** Problem **
Go through the data and copy each line that holds "Pedra".

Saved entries
= = = = = = =
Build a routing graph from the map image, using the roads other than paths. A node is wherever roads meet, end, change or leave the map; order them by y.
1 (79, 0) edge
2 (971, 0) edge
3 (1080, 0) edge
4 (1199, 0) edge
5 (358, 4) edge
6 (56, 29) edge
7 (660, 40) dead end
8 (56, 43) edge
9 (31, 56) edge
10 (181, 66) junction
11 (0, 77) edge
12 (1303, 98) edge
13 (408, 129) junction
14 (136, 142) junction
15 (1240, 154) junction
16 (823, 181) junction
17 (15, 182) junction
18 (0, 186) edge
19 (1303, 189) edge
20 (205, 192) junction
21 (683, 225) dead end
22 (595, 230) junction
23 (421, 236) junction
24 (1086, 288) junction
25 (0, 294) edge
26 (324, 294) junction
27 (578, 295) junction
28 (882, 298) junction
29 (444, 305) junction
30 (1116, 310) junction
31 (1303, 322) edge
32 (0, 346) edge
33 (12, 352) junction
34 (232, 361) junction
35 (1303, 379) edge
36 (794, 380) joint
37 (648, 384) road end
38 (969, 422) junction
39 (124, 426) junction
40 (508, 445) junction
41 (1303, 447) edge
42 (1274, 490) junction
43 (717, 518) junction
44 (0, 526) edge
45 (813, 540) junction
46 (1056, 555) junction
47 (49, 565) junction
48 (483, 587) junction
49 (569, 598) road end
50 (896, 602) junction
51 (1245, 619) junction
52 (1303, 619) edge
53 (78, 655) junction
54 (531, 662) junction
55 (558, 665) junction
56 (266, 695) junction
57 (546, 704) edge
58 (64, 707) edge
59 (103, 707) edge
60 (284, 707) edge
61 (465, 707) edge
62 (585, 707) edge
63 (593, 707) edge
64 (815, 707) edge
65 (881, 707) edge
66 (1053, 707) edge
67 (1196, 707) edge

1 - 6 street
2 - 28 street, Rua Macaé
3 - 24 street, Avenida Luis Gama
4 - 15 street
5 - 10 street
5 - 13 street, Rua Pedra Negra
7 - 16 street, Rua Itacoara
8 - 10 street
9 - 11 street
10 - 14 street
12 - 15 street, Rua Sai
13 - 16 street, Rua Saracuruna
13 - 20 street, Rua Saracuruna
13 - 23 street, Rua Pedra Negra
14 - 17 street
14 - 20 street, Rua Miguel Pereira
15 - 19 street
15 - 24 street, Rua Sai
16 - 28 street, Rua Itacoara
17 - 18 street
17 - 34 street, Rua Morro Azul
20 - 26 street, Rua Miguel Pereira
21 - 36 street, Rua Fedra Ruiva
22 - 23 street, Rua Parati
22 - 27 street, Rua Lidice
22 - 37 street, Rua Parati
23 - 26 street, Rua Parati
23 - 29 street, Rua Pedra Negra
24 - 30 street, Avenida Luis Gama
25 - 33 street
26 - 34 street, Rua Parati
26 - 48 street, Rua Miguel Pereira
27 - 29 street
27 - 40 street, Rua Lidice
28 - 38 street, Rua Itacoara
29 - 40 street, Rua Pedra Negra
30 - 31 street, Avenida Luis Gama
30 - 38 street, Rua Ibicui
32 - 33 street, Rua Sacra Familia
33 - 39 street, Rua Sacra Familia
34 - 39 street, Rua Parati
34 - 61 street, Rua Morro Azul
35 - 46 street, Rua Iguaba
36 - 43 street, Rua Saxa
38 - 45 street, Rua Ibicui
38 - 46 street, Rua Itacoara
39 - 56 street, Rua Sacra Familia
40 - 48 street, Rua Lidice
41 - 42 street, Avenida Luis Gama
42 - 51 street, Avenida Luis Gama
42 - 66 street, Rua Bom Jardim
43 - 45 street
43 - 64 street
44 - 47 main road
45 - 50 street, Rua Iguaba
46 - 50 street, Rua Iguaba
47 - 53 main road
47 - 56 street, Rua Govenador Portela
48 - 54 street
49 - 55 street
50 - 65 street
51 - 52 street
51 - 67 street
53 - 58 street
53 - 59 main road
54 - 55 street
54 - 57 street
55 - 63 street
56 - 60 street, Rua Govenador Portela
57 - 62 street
= = = = = = =
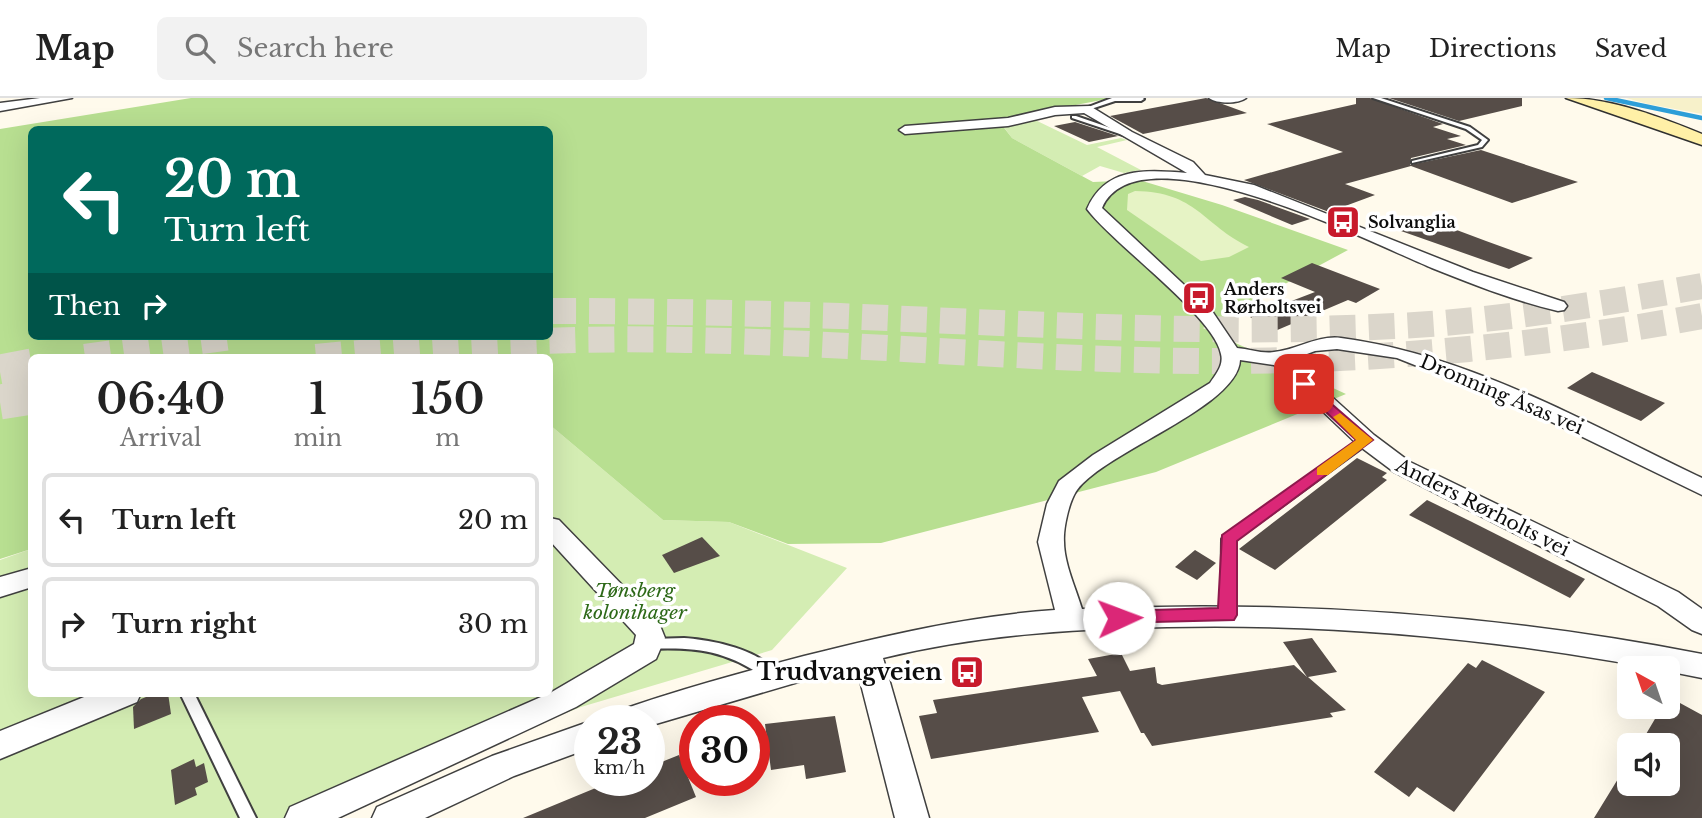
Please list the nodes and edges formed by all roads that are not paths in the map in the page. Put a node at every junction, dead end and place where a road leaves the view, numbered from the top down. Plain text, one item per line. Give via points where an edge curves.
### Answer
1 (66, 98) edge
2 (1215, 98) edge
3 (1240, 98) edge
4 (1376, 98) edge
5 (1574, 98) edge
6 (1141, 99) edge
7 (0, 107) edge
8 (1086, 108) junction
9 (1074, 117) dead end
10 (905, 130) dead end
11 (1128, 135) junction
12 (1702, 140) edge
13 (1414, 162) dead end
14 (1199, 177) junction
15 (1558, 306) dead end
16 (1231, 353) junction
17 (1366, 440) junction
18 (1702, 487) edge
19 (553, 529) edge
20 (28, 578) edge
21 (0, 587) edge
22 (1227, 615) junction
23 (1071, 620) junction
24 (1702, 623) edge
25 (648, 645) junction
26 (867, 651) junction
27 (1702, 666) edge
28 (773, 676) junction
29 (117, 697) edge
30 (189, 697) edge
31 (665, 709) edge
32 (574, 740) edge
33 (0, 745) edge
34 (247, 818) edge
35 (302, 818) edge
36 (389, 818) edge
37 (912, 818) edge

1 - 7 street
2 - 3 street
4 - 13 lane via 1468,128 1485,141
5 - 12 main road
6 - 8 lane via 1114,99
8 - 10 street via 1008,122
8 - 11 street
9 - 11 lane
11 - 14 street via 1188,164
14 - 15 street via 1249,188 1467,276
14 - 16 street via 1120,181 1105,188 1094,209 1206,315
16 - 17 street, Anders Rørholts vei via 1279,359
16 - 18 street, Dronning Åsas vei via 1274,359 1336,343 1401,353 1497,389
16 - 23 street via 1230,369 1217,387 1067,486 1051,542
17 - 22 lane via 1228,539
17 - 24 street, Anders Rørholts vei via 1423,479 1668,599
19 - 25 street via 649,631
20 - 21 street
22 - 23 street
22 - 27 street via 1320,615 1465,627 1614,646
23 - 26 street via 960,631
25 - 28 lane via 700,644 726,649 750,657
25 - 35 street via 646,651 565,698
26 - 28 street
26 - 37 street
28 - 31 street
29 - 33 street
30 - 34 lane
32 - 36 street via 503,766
= = = = = = =
** Written reply **
5 - 13 street, Rua Pedra Negra
13 - 23 street, Rua Pedra Negra
23 - 29 street, Rua Pedra Negra
29 - 40 street, Rua Pedra Negra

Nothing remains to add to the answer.